*** Data excerpts ***
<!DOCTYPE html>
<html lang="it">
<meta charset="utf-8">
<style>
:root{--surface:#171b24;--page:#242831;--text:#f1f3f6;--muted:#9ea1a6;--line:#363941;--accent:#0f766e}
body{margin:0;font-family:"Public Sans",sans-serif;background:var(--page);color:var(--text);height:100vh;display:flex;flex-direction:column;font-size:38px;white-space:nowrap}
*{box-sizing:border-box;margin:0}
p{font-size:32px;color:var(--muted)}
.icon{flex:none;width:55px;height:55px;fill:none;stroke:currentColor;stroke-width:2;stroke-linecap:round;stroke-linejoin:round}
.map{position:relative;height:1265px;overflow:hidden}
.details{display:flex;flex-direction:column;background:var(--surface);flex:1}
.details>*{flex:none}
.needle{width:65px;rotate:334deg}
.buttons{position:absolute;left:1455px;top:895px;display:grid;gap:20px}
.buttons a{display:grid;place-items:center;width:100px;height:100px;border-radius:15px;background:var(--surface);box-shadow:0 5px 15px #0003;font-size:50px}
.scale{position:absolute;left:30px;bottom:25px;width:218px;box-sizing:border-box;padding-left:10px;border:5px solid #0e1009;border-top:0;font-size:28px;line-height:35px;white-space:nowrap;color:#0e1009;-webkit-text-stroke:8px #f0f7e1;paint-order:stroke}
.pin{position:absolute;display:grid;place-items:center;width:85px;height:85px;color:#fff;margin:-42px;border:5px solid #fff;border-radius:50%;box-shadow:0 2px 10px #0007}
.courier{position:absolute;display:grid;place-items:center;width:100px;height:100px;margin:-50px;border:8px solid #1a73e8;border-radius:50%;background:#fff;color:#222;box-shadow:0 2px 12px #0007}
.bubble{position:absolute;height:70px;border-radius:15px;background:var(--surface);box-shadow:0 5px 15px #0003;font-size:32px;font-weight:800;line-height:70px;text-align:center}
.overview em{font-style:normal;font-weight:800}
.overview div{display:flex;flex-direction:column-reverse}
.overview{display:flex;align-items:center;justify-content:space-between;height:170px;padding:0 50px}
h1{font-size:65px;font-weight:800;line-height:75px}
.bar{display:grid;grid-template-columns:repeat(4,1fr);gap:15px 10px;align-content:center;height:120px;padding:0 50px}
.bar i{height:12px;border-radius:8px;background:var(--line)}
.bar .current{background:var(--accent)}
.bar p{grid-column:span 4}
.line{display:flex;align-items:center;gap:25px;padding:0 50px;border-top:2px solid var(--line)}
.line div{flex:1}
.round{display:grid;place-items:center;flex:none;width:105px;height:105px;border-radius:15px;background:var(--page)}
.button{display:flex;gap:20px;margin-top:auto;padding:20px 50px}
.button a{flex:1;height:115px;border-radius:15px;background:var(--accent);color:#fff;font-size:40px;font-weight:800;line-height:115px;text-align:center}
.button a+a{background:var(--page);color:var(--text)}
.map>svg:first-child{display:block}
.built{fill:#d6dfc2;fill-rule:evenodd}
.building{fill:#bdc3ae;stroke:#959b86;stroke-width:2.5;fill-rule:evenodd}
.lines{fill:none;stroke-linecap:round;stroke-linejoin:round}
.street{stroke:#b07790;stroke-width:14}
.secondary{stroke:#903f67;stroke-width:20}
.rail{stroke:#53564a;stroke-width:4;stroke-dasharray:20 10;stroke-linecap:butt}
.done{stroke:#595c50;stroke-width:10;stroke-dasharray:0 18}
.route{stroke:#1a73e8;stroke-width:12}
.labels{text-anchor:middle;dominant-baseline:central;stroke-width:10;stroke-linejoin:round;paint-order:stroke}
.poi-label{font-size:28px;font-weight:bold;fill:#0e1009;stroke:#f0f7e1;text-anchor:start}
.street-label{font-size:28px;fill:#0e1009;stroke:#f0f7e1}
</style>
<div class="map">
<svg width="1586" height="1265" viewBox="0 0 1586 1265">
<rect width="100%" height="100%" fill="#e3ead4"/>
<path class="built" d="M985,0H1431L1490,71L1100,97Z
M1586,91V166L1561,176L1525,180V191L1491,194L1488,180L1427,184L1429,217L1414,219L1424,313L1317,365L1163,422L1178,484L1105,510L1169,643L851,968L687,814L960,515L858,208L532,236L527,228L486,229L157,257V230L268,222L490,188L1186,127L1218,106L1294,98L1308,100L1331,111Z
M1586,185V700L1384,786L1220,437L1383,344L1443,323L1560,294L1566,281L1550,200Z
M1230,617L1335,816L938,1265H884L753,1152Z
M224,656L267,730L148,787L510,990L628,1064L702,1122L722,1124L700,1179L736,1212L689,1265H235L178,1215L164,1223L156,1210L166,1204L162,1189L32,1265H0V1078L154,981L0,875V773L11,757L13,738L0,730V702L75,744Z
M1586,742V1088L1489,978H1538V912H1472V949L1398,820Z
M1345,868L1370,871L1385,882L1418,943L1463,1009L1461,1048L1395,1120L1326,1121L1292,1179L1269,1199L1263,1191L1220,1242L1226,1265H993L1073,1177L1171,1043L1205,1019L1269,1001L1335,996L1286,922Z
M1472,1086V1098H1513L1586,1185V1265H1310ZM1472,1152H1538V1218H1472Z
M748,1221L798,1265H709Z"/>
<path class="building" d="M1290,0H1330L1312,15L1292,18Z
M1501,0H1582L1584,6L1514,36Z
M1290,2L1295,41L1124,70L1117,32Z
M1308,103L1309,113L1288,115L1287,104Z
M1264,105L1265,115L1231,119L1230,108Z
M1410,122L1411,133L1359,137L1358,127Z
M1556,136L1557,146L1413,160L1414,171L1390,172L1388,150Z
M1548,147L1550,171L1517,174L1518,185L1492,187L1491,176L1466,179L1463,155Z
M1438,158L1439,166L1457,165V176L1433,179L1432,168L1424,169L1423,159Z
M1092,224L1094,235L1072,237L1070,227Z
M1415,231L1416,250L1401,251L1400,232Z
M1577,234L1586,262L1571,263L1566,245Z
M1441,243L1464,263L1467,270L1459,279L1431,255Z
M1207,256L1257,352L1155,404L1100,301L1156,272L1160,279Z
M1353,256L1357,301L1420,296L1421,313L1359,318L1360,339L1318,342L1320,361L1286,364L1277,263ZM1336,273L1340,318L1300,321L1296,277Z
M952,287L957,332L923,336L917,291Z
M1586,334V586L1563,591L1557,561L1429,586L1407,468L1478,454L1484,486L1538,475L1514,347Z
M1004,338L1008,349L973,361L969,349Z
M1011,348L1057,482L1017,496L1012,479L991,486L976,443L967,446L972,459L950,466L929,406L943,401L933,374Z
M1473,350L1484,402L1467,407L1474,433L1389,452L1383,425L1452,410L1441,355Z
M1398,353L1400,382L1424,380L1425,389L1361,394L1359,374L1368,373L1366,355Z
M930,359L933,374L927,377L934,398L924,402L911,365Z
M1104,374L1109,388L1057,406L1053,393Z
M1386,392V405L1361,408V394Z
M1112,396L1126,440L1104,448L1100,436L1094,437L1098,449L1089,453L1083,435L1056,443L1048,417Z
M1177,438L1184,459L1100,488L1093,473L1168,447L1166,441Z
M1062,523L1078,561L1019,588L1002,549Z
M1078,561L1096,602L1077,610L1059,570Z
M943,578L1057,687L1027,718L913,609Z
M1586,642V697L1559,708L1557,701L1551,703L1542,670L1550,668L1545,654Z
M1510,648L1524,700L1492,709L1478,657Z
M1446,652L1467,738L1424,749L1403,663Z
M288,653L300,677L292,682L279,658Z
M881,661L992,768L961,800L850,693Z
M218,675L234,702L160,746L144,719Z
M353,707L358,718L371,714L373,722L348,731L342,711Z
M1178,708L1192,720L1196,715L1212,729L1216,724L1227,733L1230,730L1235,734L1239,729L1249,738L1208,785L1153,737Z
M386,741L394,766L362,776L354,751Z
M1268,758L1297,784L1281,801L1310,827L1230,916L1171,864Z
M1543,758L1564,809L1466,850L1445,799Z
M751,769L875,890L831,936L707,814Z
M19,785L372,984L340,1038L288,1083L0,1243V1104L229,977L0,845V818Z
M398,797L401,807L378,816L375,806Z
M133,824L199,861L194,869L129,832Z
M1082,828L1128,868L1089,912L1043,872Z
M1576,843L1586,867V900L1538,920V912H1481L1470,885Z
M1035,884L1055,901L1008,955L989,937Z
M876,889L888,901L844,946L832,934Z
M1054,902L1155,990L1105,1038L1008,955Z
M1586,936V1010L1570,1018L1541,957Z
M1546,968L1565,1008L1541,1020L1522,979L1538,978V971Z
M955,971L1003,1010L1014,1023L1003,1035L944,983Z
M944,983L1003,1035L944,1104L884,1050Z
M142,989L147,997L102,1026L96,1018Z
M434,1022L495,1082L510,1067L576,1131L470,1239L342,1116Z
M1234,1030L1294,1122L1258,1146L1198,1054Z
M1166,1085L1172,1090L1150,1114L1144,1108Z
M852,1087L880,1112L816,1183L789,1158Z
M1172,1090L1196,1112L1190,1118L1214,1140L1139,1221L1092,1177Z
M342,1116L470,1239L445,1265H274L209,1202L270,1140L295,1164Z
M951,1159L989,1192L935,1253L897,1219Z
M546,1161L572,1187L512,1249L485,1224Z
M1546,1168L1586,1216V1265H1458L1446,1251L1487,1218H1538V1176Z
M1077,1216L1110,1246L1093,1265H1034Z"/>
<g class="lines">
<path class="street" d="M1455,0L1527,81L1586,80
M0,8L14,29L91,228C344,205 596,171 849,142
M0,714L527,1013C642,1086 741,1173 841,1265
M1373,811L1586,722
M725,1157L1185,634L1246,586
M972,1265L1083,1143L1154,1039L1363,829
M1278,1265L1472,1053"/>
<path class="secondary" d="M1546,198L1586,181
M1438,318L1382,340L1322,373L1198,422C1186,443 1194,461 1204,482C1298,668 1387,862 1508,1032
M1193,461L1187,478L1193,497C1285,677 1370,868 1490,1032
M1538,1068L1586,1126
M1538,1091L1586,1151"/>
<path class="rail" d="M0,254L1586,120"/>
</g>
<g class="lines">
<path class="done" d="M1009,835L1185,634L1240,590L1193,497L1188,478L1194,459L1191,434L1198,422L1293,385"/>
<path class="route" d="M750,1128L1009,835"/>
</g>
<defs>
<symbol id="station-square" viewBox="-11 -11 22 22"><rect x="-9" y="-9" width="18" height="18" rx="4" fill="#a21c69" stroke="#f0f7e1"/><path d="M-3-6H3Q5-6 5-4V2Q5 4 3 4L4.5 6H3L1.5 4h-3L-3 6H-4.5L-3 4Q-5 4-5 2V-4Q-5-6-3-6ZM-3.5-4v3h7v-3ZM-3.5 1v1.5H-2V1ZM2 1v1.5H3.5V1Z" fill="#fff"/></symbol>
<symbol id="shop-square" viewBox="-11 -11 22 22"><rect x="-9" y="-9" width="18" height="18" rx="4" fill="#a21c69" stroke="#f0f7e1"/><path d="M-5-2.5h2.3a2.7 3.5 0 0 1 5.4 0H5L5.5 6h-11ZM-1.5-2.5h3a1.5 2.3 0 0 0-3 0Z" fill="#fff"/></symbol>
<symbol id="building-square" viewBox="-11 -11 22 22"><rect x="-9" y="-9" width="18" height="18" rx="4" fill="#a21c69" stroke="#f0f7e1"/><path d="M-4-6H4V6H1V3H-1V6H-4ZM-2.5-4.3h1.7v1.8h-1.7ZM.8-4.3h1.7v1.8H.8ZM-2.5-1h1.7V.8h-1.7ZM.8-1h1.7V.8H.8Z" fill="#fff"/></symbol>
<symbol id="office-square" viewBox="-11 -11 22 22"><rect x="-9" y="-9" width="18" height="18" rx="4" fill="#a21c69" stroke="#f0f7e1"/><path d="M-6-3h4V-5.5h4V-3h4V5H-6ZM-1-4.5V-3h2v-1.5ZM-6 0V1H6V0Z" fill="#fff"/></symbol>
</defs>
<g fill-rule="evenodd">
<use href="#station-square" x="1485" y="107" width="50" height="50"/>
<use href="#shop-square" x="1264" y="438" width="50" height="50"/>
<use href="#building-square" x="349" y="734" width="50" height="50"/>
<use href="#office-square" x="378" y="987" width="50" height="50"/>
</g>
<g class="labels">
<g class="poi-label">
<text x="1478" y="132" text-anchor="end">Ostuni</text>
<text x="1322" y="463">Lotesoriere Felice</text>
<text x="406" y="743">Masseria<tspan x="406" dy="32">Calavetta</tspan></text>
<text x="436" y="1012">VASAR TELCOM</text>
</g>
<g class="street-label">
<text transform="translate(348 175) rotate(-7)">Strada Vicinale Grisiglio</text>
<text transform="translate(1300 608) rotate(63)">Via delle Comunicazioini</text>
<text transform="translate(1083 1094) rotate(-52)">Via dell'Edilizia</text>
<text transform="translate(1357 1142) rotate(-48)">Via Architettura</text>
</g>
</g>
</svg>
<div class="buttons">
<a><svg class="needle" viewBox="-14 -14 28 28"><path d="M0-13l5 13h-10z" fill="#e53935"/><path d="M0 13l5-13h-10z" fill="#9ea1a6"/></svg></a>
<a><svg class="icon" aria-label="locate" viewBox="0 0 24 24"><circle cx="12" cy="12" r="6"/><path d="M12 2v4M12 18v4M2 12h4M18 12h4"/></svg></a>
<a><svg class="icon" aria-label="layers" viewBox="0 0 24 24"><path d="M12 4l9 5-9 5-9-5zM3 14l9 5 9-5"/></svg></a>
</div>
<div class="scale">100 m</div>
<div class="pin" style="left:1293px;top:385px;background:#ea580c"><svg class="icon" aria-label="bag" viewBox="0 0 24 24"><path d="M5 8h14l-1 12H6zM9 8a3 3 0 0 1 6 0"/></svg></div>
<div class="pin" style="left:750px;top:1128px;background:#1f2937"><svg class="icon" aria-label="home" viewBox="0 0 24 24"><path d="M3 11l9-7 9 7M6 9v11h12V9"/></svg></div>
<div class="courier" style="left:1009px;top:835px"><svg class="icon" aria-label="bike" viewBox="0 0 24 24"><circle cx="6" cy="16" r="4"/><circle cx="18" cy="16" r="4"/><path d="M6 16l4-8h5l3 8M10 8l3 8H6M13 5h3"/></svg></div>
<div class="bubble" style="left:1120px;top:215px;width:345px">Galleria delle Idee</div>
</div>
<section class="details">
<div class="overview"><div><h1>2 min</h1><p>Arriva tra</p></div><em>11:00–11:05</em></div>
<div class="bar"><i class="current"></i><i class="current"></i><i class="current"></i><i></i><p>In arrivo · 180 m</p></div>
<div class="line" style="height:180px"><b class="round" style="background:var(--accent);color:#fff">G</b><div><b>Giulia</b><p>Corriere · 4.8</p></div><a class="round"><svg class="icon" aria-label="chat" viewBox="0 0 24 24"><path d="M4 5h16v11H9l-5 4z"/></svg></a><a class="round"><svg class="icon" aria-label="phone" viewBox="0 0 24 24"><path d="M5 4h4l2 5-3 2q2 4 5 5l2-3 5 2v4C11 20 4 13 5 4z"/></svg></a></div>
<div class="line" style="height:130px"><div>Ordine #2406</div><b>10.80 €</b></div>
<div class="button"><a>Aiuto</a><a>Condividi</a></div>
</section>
*** End of Data excerpts ***
** Task to carry out **
Return every line of the listing that has the word "space" in it.

** Exercise response **
body{margin:0;font-family:"Public Sans",sans-serif;background:var(--page);color:var(--text);height:100vh;display:flex;flex-direction:column;font-size:38px;white-space:nowrap}
.scale{position:absolute;left:30px;bottom:25px;width:218px;box-sizing:border-box;padding-left:10px;border:5px solid #0e1009;border-top:0;font-size:28px;line-height:35px;white-space:nowrap;color:#0e1009;-webkit-text-stroke:8px #f0f7e1;paint-order:stroke}
.overview{display:flex;align-items:center;justify-content:space-between;height:170px;padding:0 50px}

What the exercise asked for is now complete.